* Try it *
Where a line of the entries holds the string "Pearl", copy that line.

:::::

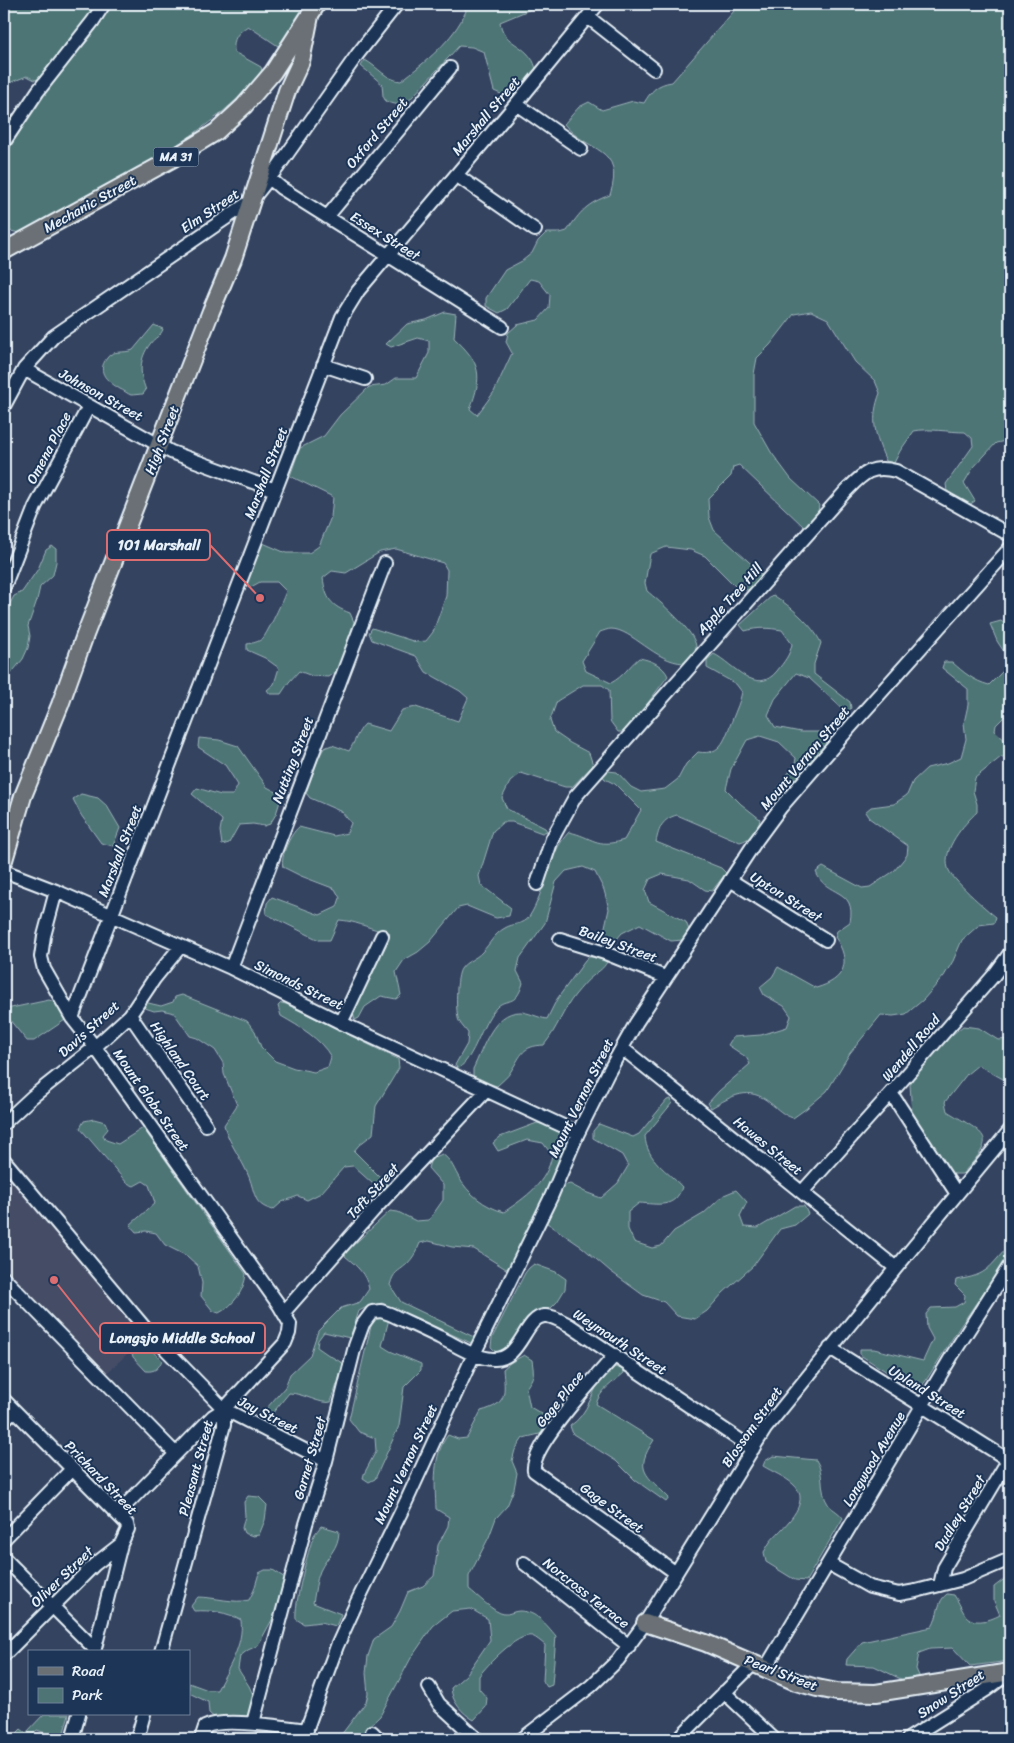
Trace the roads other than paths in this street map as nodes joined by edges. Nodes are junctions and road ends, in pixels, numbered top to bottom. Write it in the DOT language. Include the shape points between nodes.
graph roads {
  1 [pos="104,4"];
  2 [pos="397,4"];
  3 [pos="598,4"];
  4 [pos="314,10"];
  5 [pos="588,17"];
  6 [pos="450,68"];
  7 [pos="654,69"];
  8 [pos="516,104"];
  9 [pos="4,142"];
  10 [pos="581,148"];
  11 [pos="265,159"];
  12 [pos="456,175"];
  13 [pos="270,177"];
  14 [pos="281,188"];
  15 [pos="251,201"];
  16 [pos="327,217"];
  17 [pos="535,230"];
  18 [pos="4,251"];
  19 [pos="388,255"];
  20 [pos="502,327"];
  21 [pos="323,365"];
  22 [pos="24,368"];
  23 [pos="365,379"];
  24 [pos="4,406"];
  25 [pos="89,406"];
  26 [pos="160,445"];
  27 [pos="275,490"];
  28 [pos="1010,535"];
  29 [pos="1010,548"];
  30 [pos="385,563"];
  31 [pos="4,587"];
  32 [pos="4,860"];
  33 [pos="4,871"];
  34 [pos="730,880"];
  35 [pos="537,884"];
  36 [pos="56,891"];
  37 [pos="112,916"];
  38 [pos="382,936"];
  39 [pos="560,939"];
  40 [pos="826,940"];
  41 [pos="181,946"];
  42 [pos="1010,954"];
  43 [pos="231,968"];
  44 [pos="665,977"];
  45 [pos="130,1015"];
  46 [pos="72,1018"];
  47 [pos="341,1023"];
  48 [pos="95,1047"];
  49 [pos="622,1048"];
  50 [pos="486,1091"];
  51 [pos="891,1093"];
  52 [pos="4,1123"];
  53 [pos="206,1125"];
  54 [pos="1010,1130"];
  55 [pos="578,1133"];
  56 [pos="4,1160"];
  57 [pos="802,1192"];
  58 [pos="957,1194"];
  59 [pos="1010,1264"];
  60 [pos="896,1268"];
  61 [pos="4,1278"];
  62 [pos="284,1312"];
  63 [pos="830,1348"];
  64 [pos="474,1354"];
  65 [pos="616,1355"];
  66 [pos="4,1400"];
  67 [pos="923,1406"];
  68 [pos="224,1409"];
  69 [pos="14,1410"];
  70 [pos="4,1420"];
  71 [pos="752,1448"];
  72 [pos="176,1454"];
  73 [pos="326,1460"];
  74 [pos="1010,1460"];
  75 [pos="533,1465"];
  76 [pos="72,1469"];
  77 [pos="117,1514"];
  78 [pos="4,1539"];
  79 [pos="121,1544"];
  80 [pos="4,1558"];
  81 [pos="1010,1558"];
  82 [pos="524,1564"];
  83 [pos="828,1564"];
  84 [pos="676,1573"];
  85 [pos="940,1585"];
  86 [pos="52,1606"];
  87 [pos="645,1624"];
  88 [pos="629,1646"];
  89 [pos="95,1650"];
  90 [pos="162,1650"];
  91 [pos="4,1655"];
  92 [pos="759,1666"];
  93 [pos="1010,1672"];
  94 [pos="429,1687"];
  95 [pos="724,1692"];
  96 [pos="78,1716"];
  97 [pos="143,1716"];
  98 [pos="253,1723"];
  99 [pos="305,1735"];
  100 [pos="72,1739"];
  101 [pos="137,1739"];
  102 [pos="200,1739"];
  103 [pos="478,1739"];
  104 [pos="522,1739"];
  105 [pos="678,1739"];
  106 [pos="774,1739"];
  107 [pos="908,1739"];
  1 -- 9 [label="street" via="34,96"];
  2 -- 13 [label="street, Elm Street"];
  3 -- 5 [label="street, Marshall Street"];
  4 -- 11 [label="main road, High Street" via="301,61 287,91"];
  4 -- 18 [label="main road, Mechanic Street / MA 31" via="260,89 216,132"];
  5 -- 7 [label="street"];
  5 -- 8 [label="street, Marshall Street"];
  6 -- 16 [label="street, Oxford Street"];
  8 -- 10 [label="street"];
  8 -- 12 [label="street, Marshall Street"];
  11 -- 13 [label="street"];
  11 -- 15 [label="main road, High Street"];
  12 -- 17 [label="street"];
  12 -- 19 [label="street, Marshall Street"];
  13 -- 14 [label="street, Essex Street"];
  13 -- 15 [label="street, Elm Street"];
  14 -- 15 [label="street" via="266,190"];
  14 -- 16 [label="street, Essex Street"];
  15 -- 22 [label="street, Elm Street" via="67,326 46,343"];
  15 -- 26 [label="main road, High Street" via="233,259"];
  16 -- 19 [label="street, Essex Street"];
  19 -- 20 [label="street, Essex Street"];
  19 -- 21 [label="street, Marshall Street" via="348,304"];
  21 -- 23 [label="street"];
  21 -- 27 [label="street, Marshall Street"];
  22 -- 24 [label="street, Elm Street"];
  22 -- 25 [label="street, Johnson Street"];
  25 -- 26 [label="street, Johnson Street"];
  25 -- 31 [label="street, Omena Place" via="35,507"];
  26 -- 27 [label="street, Johnson Street"];
  26 -- 32 [label="main road, High Street" via="23,796"];
  27 -- 37 [label="street, Marshall Street"];
  28 -- 35 [label="street, Apple Tree Hill" via="896,471 875,468 865,472 575,797 552,839"];
  29 -- 34 [label="street, Mount Vernon Street" via="812,770 781,807"];
  30 -- 43 [label="street, Nutting Street"];
  33 -- 36 [label="street, Simonds Street"];
  34 -- 40 [label="street, Upton Street"];
  34 -- 44 [label="street, Mount Vernon Street"];
  36 -- 37 [label="street, Simonds Street"];
  36 -- 46 [label="street, Mount Globe Street" via="40,957"];
  37 -- 41 [label="street, Simonds Street"];
  37 -- 46 [label="street, Marshall Street"];
  38 -- 47 [label="street"];
  39 -- 44 [label="street, Bailey Street"];
  41 -- 43 [label="street, Simonds Street"];
  41 -- 45 [label="street, Davis Street"];
  42 -- 51 [label="street, Wendell Road"];
  43 -- 47 [label="street, Simonds Street"];
  44 -- 49 [label="street, Mount Vernon Street"];
  45 -- 48 [label="street, Davis Street"];
  45 -- 53 [label="street, Highland Court"];
  46 -- 48 [label="street, Mount Globe Street"];
  47 -- 50 [label="street, Simonds Street"];
  48 -- 52 [label="street, Davis Street"];
  48 -- 62 [label="street, Mount Globe Street"];
  49 -- 55 [label="street, Mount Vernon Street"];
  49 -- 57 [label="street, Hawes Street"];
  50 -- 55 [label="street, Simonds Street"];
  50 -- 62 [label="street, Taft Street"];
  51 -- 57 [label="street"];
  51 -- 58 [label="street, Wendell Road"];
  54 -- 58 [label="street, Blossom Street"];
  55 -- 64 [label="street, Mount Vernon Street" via="551,1198"];
  56 -- 68 [label="street, Pleasant Street" via="145,1328"];
  57 -- 60 [label="street, Hawes Street"];
  58 -- 60 [label="street, Blossom Street"];
  59 -- 67 [label="street, Longwood Avenue"];
  60 -- 63 [label="street, Blossom Street"];
  61 -- 72 [label="street"];
  62 -- 68 [label="street" via="290,1324 286,1343"];
  63 -- 67 [label="street, Upland Street"];
  63 -- 71 [label="street, Blossom Street"];
  64 -- 65 [label="street, Weymouth Street" via="494,1360 508,1356 538,1317 545,1316 569,1325"];
  64 -- 73 [label="street, Garnet Street" via="390,1314 381,1311 369,1314 357,1340"];
  64 -- 99 [label="street, Mount Vernon Street" via="337,1646"];
  65 -- 71 [label="street, Weymouth Street"];
  65 -- 75 [label="street, Gage Place" via="552,1431"];
  66 -- 69 [label="street, Prichard Street"];
  67 -- 74 [label="street, Upland Street"];
  67 -- 83 [label="street, Longwood Avenue"];
  68 -- 72 [label="street"];
  68 -- 73 [label="street, Jay Street"];
  68 -- 90 [label="street, Pleasant Street" via="224,1425"];
  69 -- 70 [label="street"];
  69 -- 76 [label="street, Prichard Street"];
  71 -- 84 [label="street, Blossom Street"];
  72 -- 77 [label="street"];
  73 -- 98 [label="street, Garnet Street"];
  74 -- 85 [label="street, Dudley Street" via="944,1568"];
  75 -- 84 [label="street, Gage Street" via="534,1471"];
  76 -- 77 [label="street, Prichard Street"];
  76 -- 78 [label="street"];
  77 -- 79 [label="street, Prichard Street" via="128,1529"];
  79 -- 86 [label="street, Oliver Street"];
  79 -- 89 [label="street, Prichard Street"];
  80 -- 86 [label="street"];
  81 -- 85 [label="street" via="963,1579"];
  82 -- 88 [label="street, Norcross Terrace"];
  83 -- 85 [label="street" via="870,1587 898,1594"];
  83 -- 92 [label="street, Longwood Avenue"];
  84 -- 87 [label="street, Blossom Street"];
  86 -- 89 [label="street"];
  86 -- 91 [label="street, Oliver Street"];
  87 -- 88 [label="street, Blossom Street"];
  87 -- 92 [label="main road, Pearl Street" via="706,1643"];
  88 -- 104 [label="street, Blossom Street" via="599,1680"];
  92 -- 93 [label="main road, Pearl Street" via="808,1686 856,1693 890,1691"];
  92 -- 95 [label="street, Longwood Avenue"];
  93 -- 107 [label="street, Snow Street"];
  94 -- 103 [label="street" via="439,1704"];
  95 -- 105 [label="street, Longwood Avenue"];
  95 -- 106 [label="street"];
  96 -- 100 [label="street"];
  97 -- 101 [label="street"];
  98 -- 99 [label="street"];
  98 -- 102 [label="street" via="211,1724 204,1728"];
}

:::::

* Task solution *
  87 -- 92 [label="main road, Pearl Street" via="706,1643"];
  92 -- 93 [label="main road, Pearl Street" via="808,1686 856,1693 890,1691"];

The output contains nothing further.